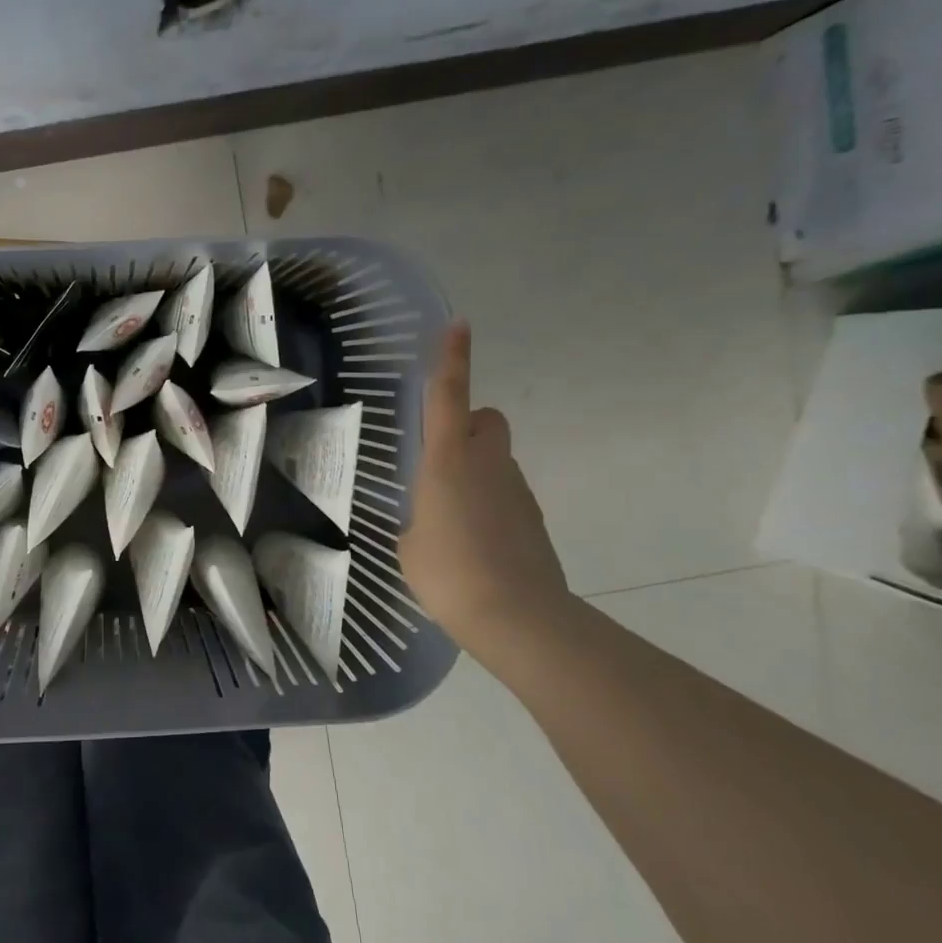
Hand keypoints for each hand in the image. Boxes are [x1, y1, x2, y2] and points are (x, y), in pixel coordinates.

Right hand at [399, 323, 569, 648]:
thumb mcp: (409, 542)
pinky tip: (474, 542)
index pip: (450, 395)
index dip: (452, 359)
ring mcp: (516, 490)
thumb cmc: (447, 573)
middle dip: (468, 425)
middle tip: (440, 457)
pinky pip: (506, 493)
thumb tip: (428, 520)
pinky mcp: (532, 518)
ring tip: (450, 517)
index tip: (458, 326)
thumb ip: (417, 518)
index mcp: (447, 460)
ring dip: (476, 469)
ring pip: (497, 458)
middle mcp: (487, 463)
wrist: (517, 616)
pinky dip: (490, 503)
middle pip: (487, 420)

---

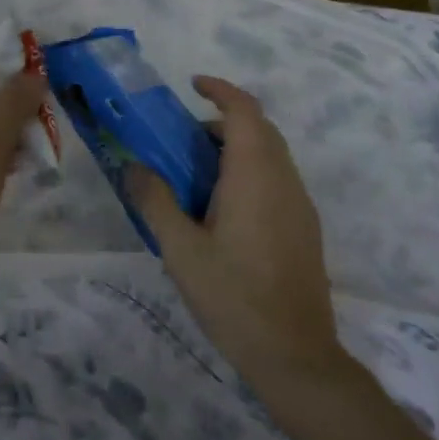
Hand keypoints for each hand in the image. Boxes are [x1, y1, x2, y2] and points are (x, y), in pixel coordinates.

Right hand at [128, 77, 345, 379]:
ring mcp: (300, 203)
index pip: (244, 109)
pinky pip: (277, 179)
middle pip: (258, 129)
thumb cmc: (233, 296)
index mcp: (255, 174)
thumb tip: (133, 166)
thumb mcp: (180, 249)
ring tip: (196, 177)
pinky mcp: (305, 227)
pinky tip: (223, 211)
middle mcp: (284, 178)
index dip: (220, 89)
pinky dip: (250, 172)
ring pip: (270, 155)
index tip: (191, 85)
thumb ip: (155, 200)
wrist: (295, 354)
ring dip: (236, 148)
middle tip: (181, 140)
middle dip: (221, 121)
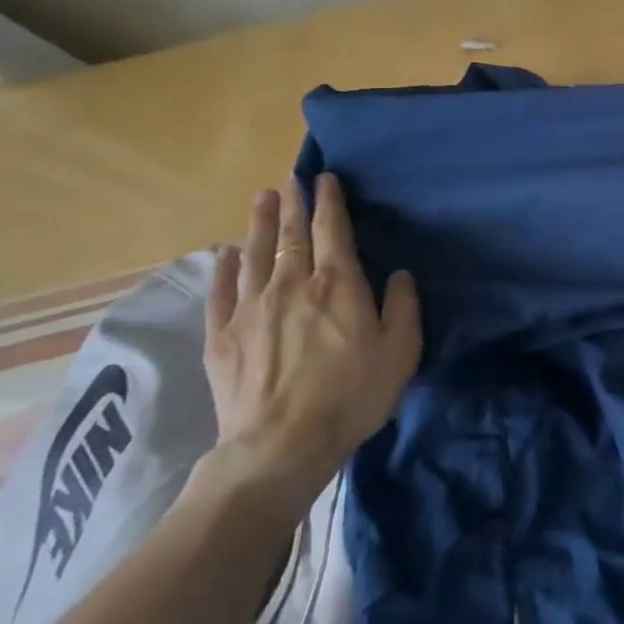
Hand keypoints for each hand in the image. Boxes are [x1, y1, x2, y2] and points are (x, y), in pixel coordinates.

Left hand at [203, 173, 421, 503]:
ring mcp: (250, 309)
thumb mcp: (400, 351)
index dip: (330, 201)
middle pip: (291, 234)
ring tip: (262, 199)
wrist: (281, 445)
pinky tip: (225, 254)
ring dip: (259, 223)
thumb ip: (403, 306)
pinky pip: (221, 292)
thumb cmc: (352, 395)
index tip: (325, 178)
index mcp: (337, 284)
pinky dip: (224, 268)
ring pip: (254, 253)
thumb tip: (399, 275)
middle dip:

> _WHAT YOU NEED TO DO_: Present each line from the listing that holds the string "thumb".

> _PROBLEM SOLUTION_:
thumb mcp: (409, 542)
thumb cmc: (447, 573)
thumb tip: (428, 520)
thumb ip: (417, 518)
thumb cmc: (233, 296)
thumb tip: (133, 166)
thumb mcp: (180, 249)
thumb ip: (155, 200)
thumb mcp: (400, 351)
thumb ip: (403, 306)
thumb cmc: (352, 395)
thumb tip: (399, 275)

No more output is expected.